This project is part of my full portfolio.

Introduction

As a techie kind of guy, I am always fascinated with gadgets.

That includes my Apple Watch Ultra, which helps me hit my fitness goals.

I analyzed my data from the past year to understand how well I maintain or improve my fitness.

I also thought analyzing my personal data would be more interesting than analyzing clean datasets from Kaggle.

Objective

The objective of this analysis is to uncover patterns and trends in my physical activities and health over time and evaluate how these metrics interconnect and influence my overall well-being.

This will be done by:

Collecting data from my watch, ensuring it’s accurate and reliable.
Perform an EDA to gain initial insights into the data.
Create new features from the raw data that might provide more meaningful insights.
Create data visualisations to communicate specific insights effectively.
Segment user’s activity based on time intervals or the level of fitness metrics and analyze their performance.

Ultimately, I hope to share how the analysis has helped influence my fitness decision-making.

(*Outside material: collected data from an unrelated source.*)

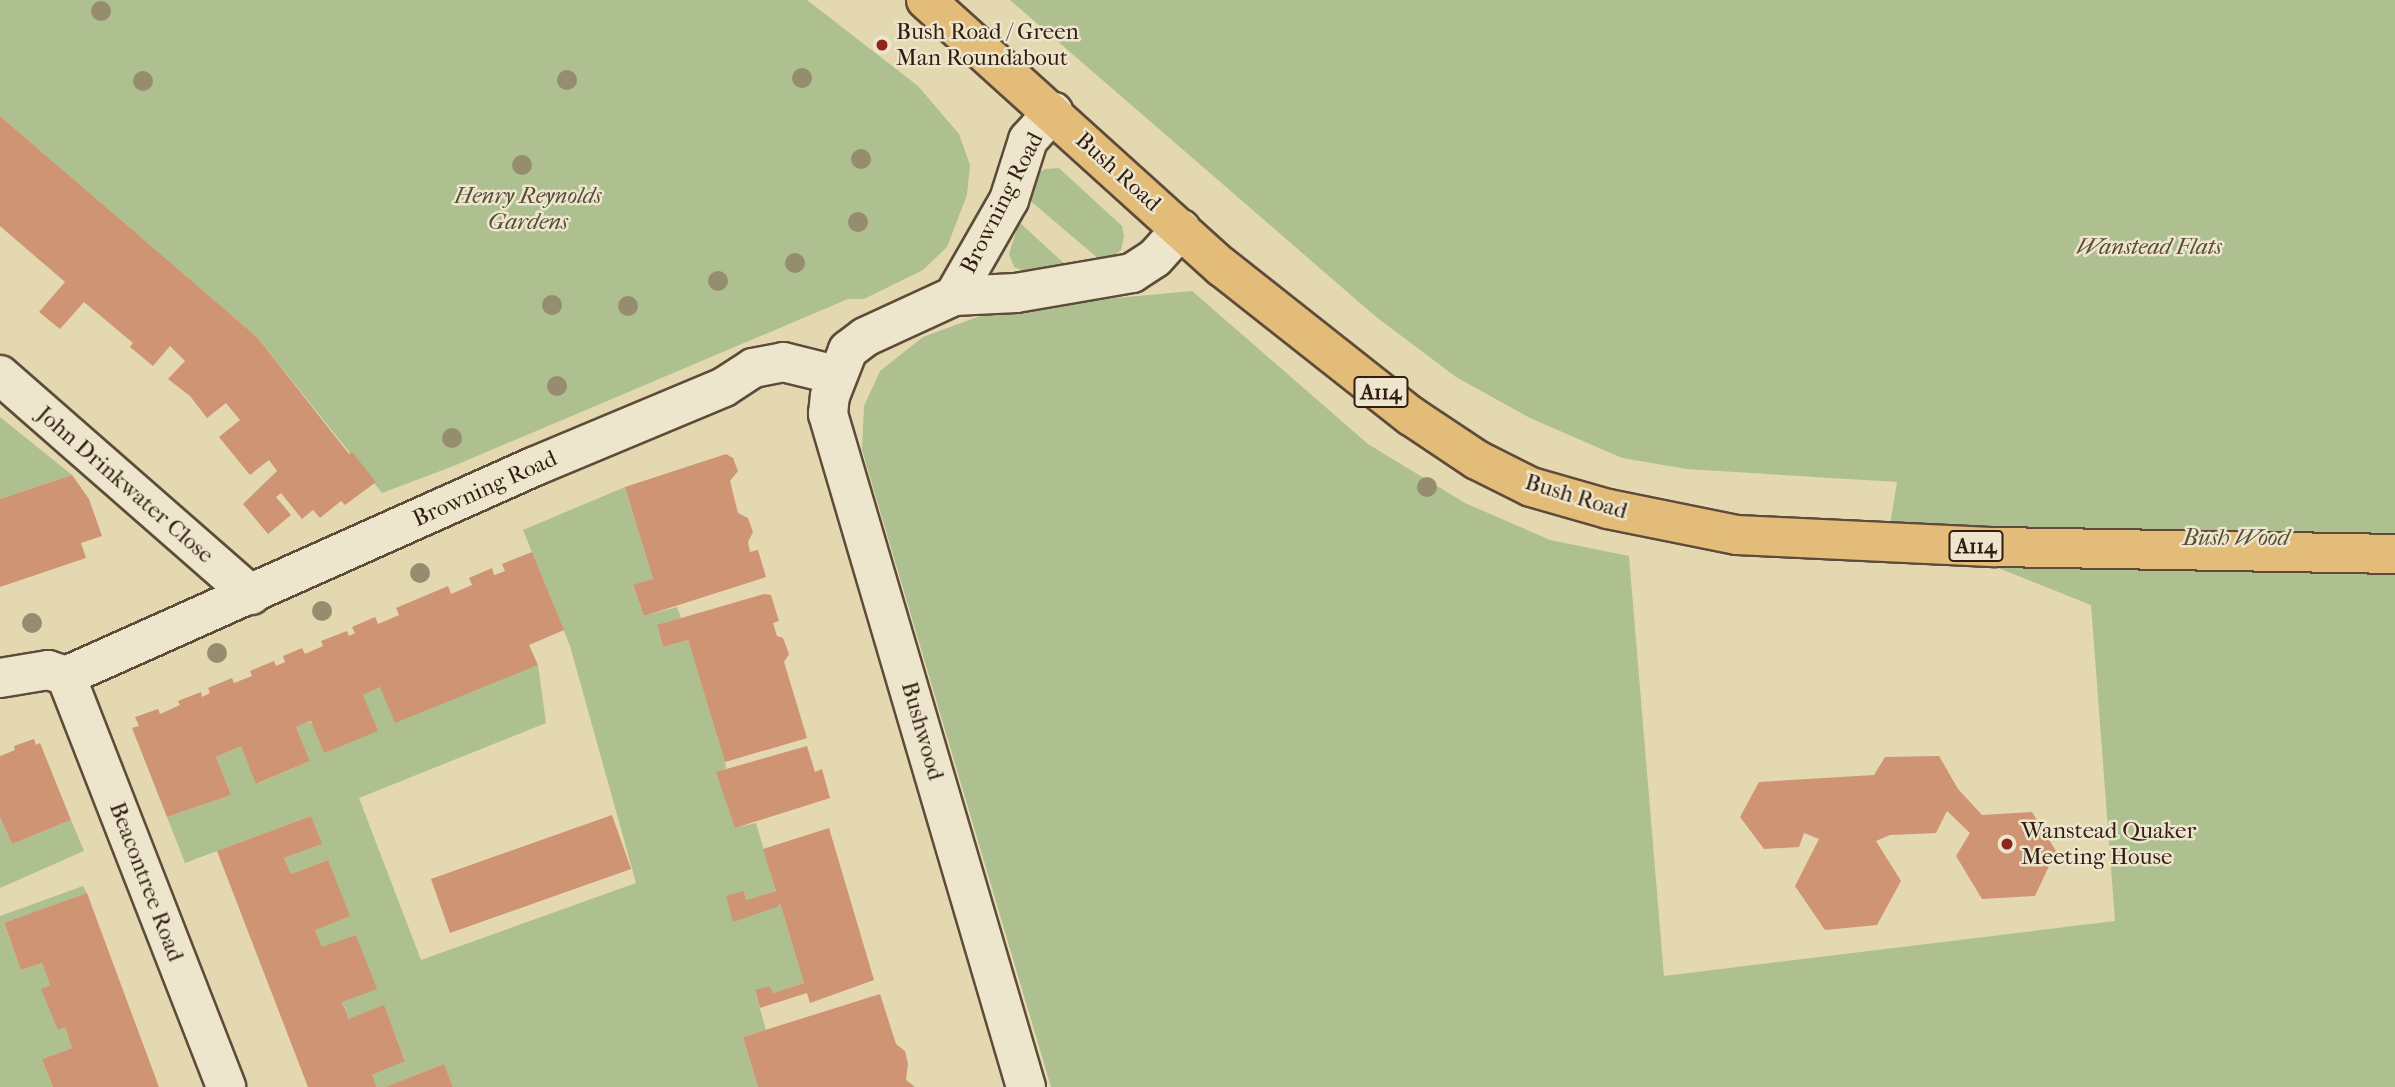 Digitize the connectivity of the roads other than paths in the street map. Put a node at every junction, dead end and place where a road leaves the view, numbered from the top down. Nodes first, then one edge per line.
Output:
1 (926, 0) edge
2 (1053, 112) junction
3 (1181, 229) junction
4 (954, 296) junction
5 (0, 375) edge
6 (836, 375) junction
7 (2395, 554) edge
8 (251, 595) junction
9 (66, 676) junction
10 (0, 678) edge
11 (226, 1087) edge
12 (1026, 1087) edge

1 - 2 main road, Bush Road / A114
2 - 3 main road, Bush Road / A114
2 - 4 street, Browning Road
3 - 4 street, Browning Road
3 - 7 main road, Bush Road / A114
4 - 6 street, Browning Road
5 - 8 street, John Drinkwater Close
6 - 8 street, Browning Road
6 - 12 street, Bushwood
8 - 9 street, Browning Road
9 - 10 street, Browning Road
9 - 11 street, Beacontree Road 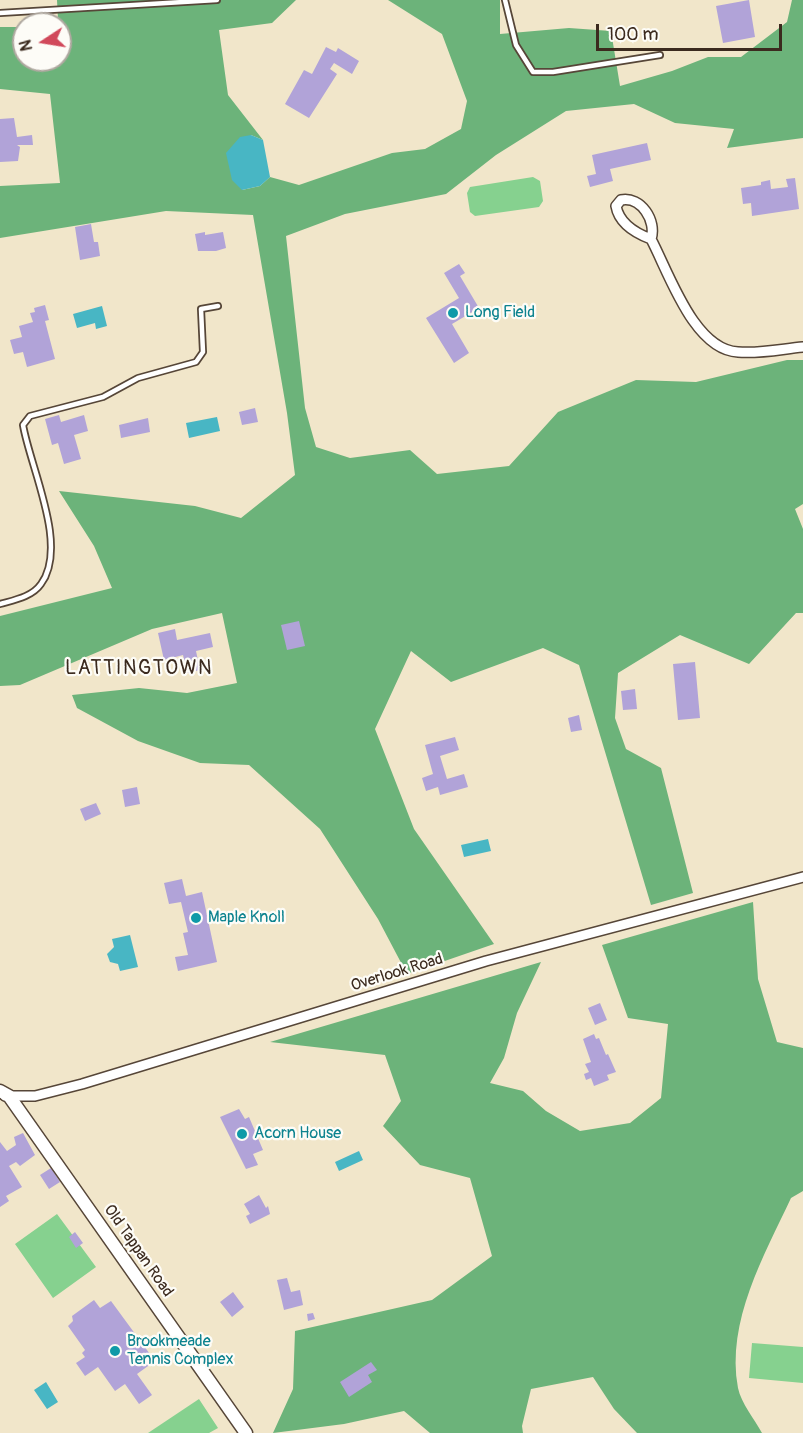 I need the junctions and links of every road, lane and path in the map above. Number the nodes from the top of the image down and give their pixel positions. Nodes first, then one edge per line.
1 (217, 0) edge
2 (505, 0) edge
3 (0, 13) edge
4 (660, 55) dead end
5 (651, 239) junction
6 (218, 306) dead end
7 (803, 347) edge
8 (0, 604) edge
9 (803, 877) edge
10 (3, 1094) edge
11 (246, 1433) edge

1 - 3 lane
2 - 4 lane
5 - 5 street
5 - 7 street
6 - 8 lane
9 - 10 street, Overlook Road
10 - 11 street, Old Tappan Road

What data does the Apple Watch Ultra collect?

The Apple Watch Ultra, or any other Apple Watch, meticulously records various data points, including exercise minutes, resting calories burned, resting heart rate, daily step count, and walking speed, among others.

A quick look at some of the columns in Excel:

The exported data is represented as follows:

Rows: Date
Columns: Fitness parameters

Here’s a snapshot of what it looks like, along with the columns available:

Date: The date of data entry.
Active Calories (kcal): Calories burned during active periods.
Blood Oxygen (%): Blood oxygen levels.
Body Fat (%), Body Mass Index: Body composition metrics.
Cardio Fitness (mL/min·kg): Cardio fitness measurement.
Cycling Distance (km): Distance covered by cycling.
Exercise Minutes: Minutes spent exercising.
Flights Climbed (floors): Number of floors climbed.
Steps (steps), Walking + Running (km): Step count and distance covered by walking and running.
Walking Speed (km/hr): Average walking speed.
Weight (kg): Body weight.

I also noted that some dates had missing data, meaning I did not wear my Apple Watch on those particular dates.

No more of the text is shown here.